The three of them moved across the clearing, Eddie pushing Susannah, who held the bag of hides in her lap. The pocket in the back of her wheelchair was stuffed with other items; the piece of wood with the slingshot still mostly hidden inside it was only one of them.

From behind them the bear continued to roar out its final communication to the world, telling them shutdown would be complete in forty minutes. Eddie couldn’t wait. The broken spruces leaned in toward each other, forming a rude gate, and Eddie thought: This is where the quest for Roland’s Dark Tower really begins, at least for us.

He thought of his dream again—the spiraling windows issuing their unfurling flags of darkness, flags which spread over the field of roses like a stain—and as they passed beneath the leaning trees, a deep shudder gripped him.

22

THEY WERE ABLE TO use the wheelchair longer than Roland had expected.
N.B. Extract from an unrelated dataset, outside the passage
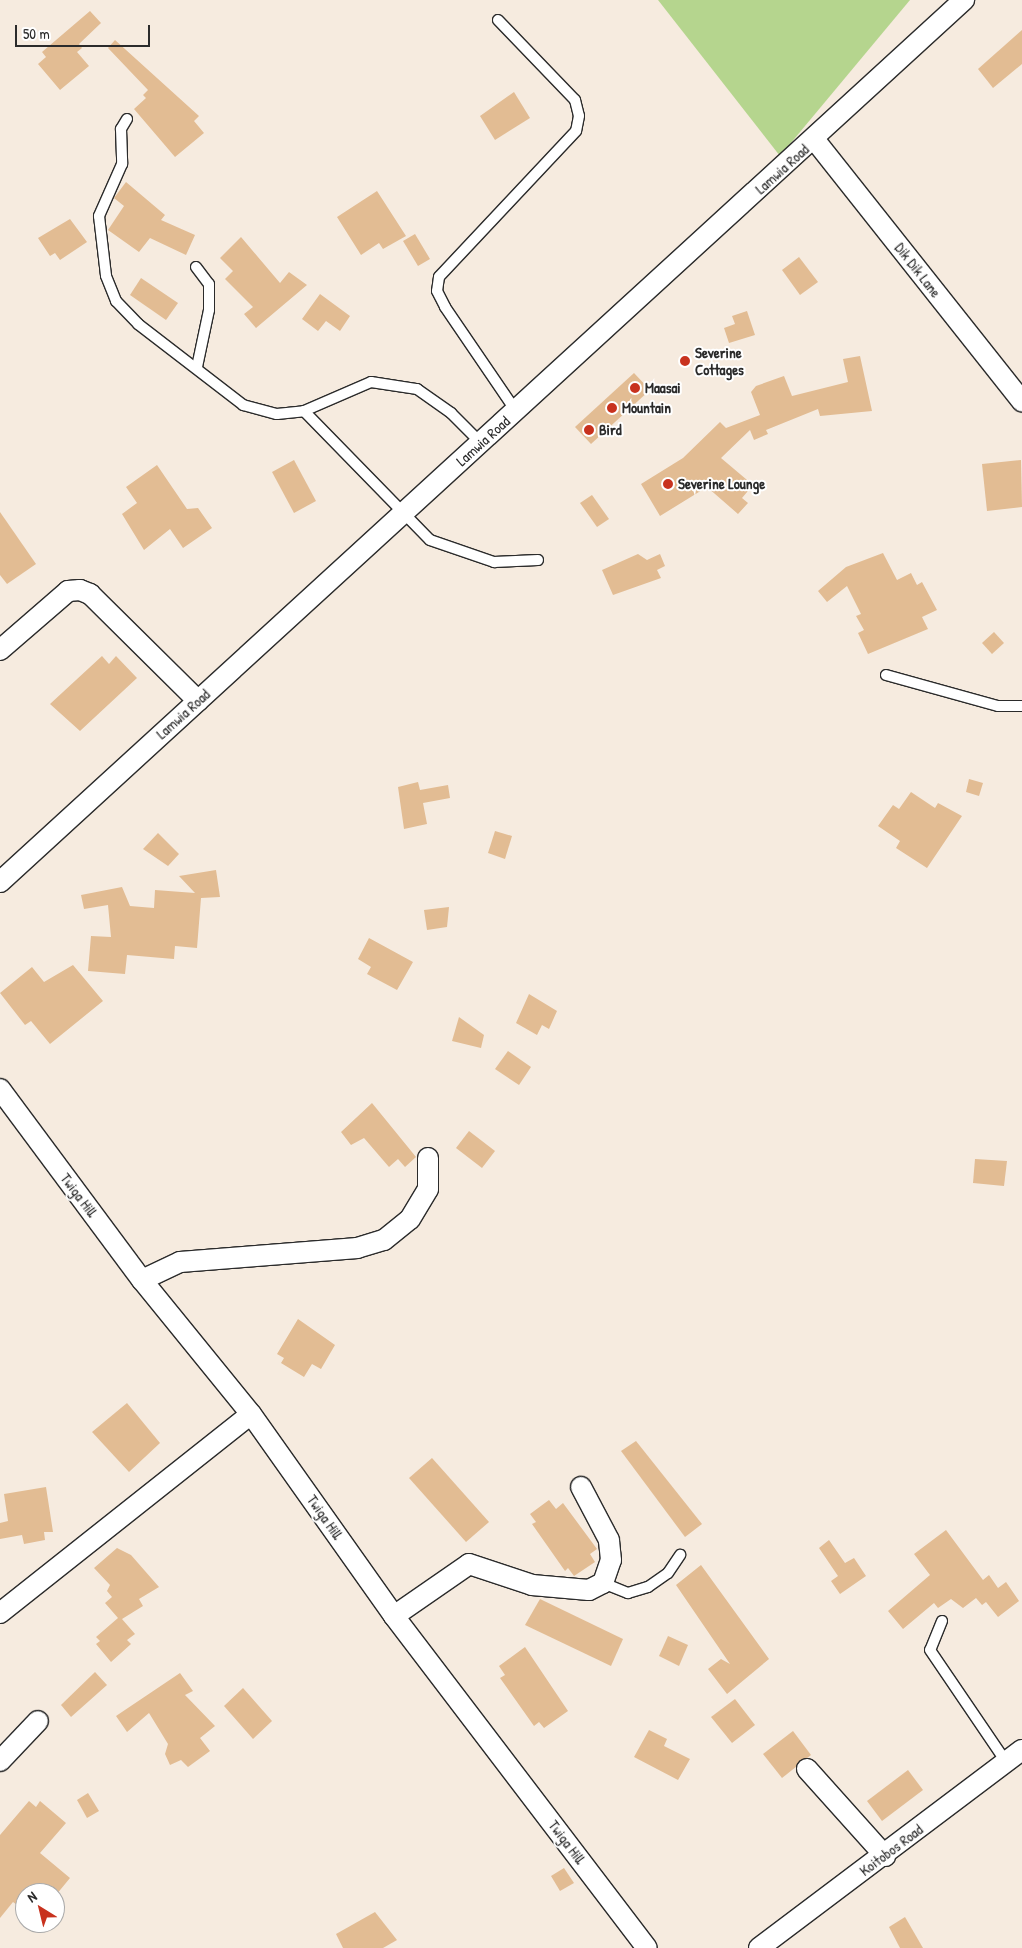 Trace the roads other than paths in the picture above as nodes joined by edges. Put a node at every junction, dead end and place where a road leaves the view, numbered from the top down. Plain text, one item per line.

The firs of this forest were very old, and their spreading branches had created a deep carpet of needles which discouraged most undergrowth. Susannah’s arms were strong—stronger than Eddie’s, although Roland did not think that would be true much longer—and she wheeled herself along easily over the level, shady forest floor. When they came to one of the trees the bear had pushed over, Roland lifted her out of the chair and Eddie boosted it over the obstacle.

From behind them, only a little deadened by distance, the bear told them, at the top of its mechanical voice, that the capacity of its last operating nuclear subcell was now negligible.
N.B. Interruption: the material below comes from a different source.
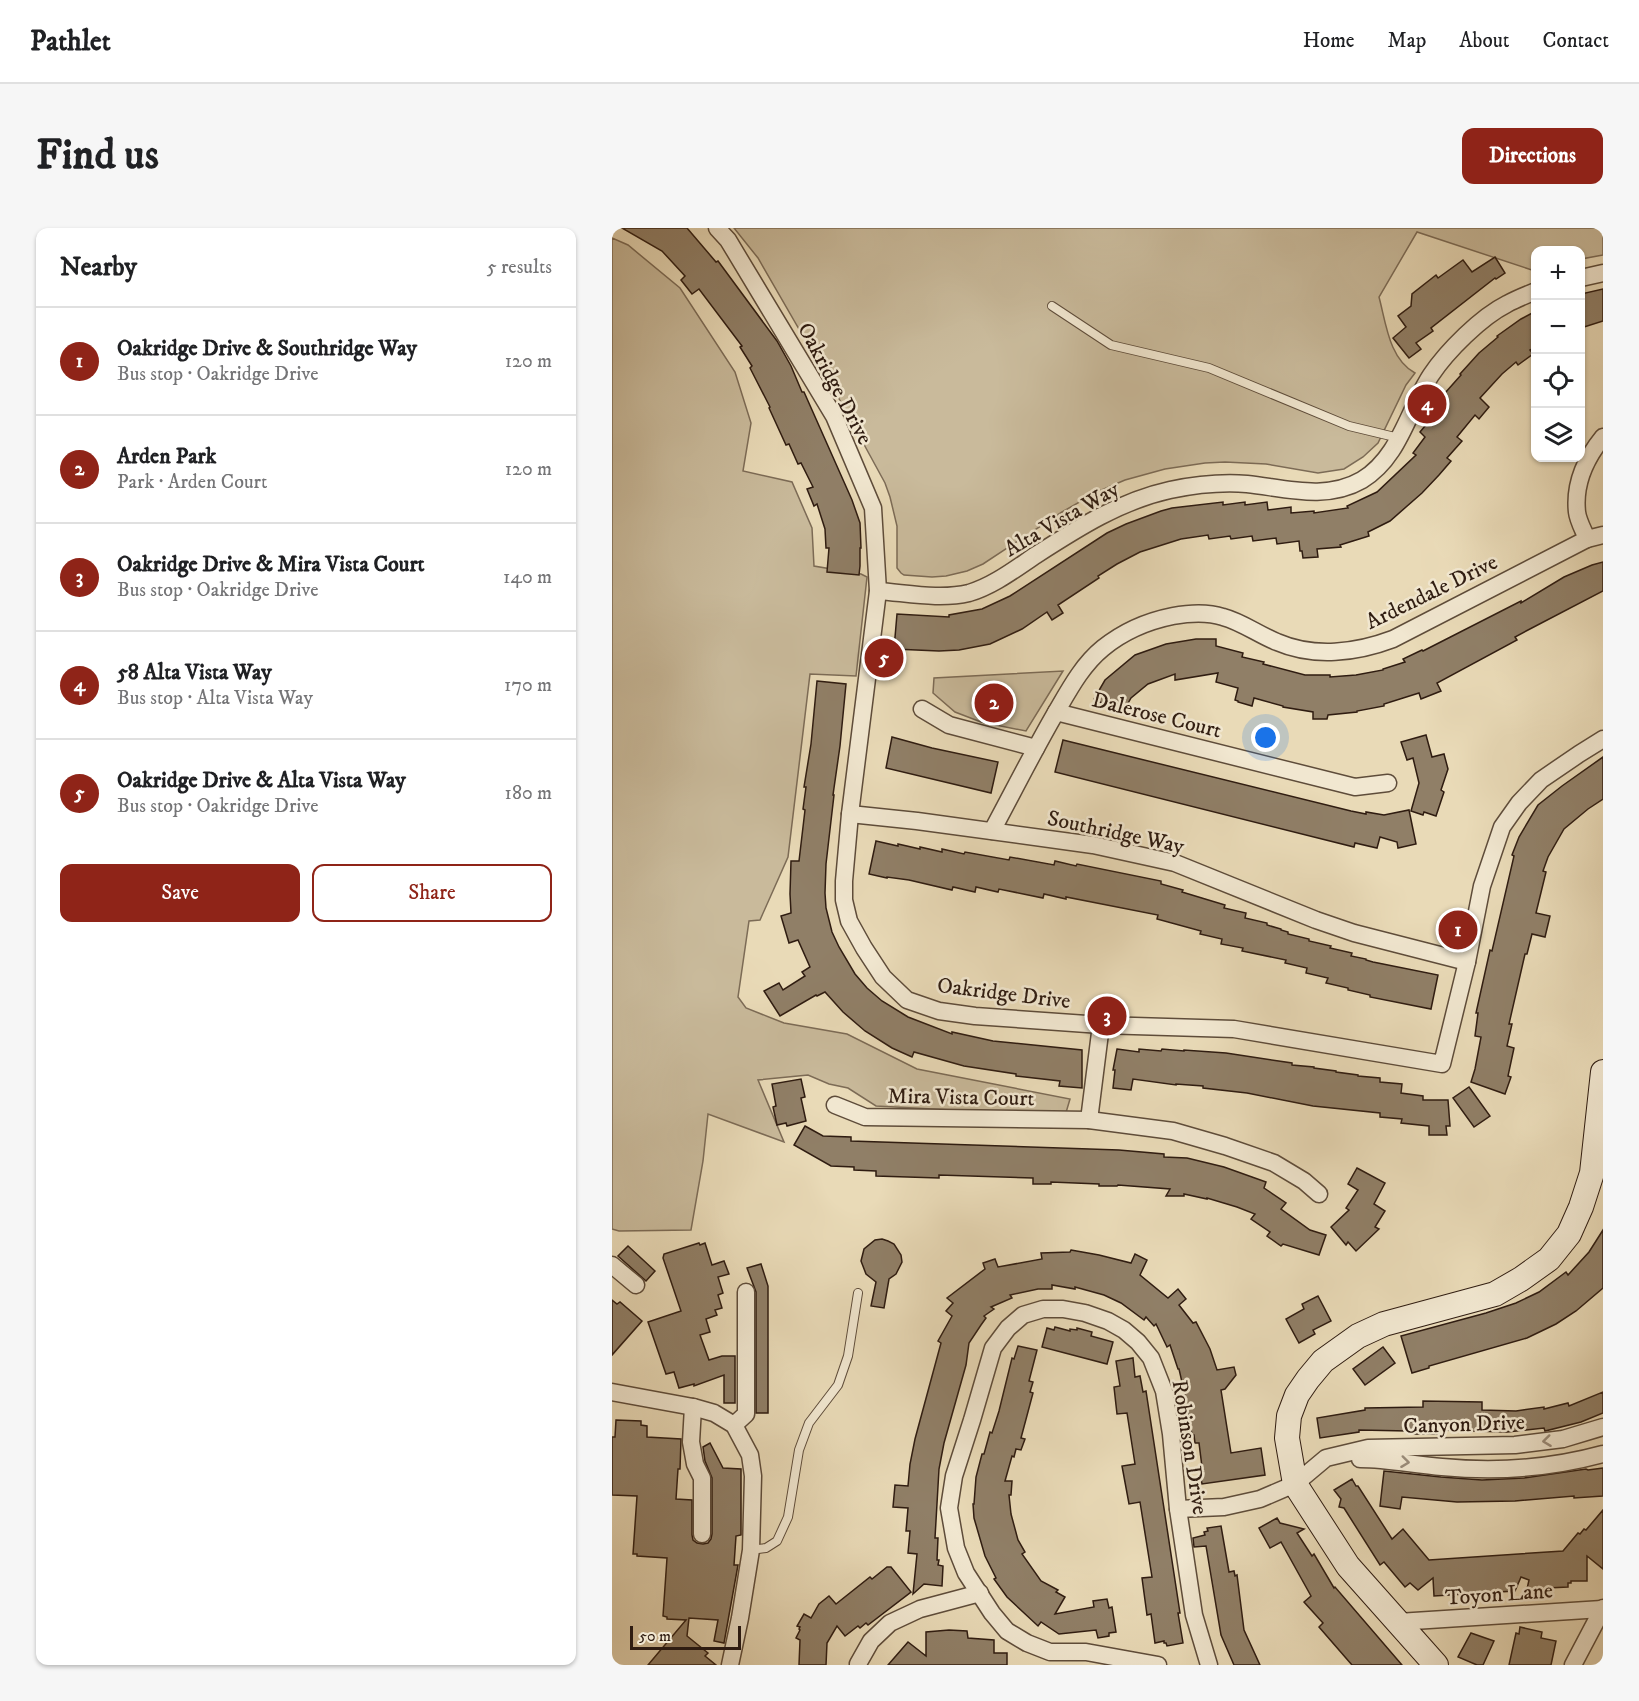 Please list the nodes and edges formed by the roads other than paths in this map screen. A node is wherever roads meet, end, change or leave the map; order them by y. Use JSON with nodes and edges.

“I hope you keep that damn harness lying empty over your shoulders all day!” Susannah shouted at the gunslinger.

Roland agreed, but less than fifteen minutes later the land began to slope downward and this old section of the forest began to be invaded with smaller, younger trees: birch, alder, and a few stunted maples scrabbling grimly in the soil for purchase. The carpet of needles thinned and the wheels of Susannah’s chair began to catch in the low, tough bushes which grew in the alleys between the trees. Their thin branches boinged and rattled in the stainless steel spokes. Eddie threw his weight against the handles and they were able to go on for another quarter of a mile that way. Then the slope began to grow more steep, and the ground underfoot became mushy.

“Time for a pig-back, lady,” Roland said.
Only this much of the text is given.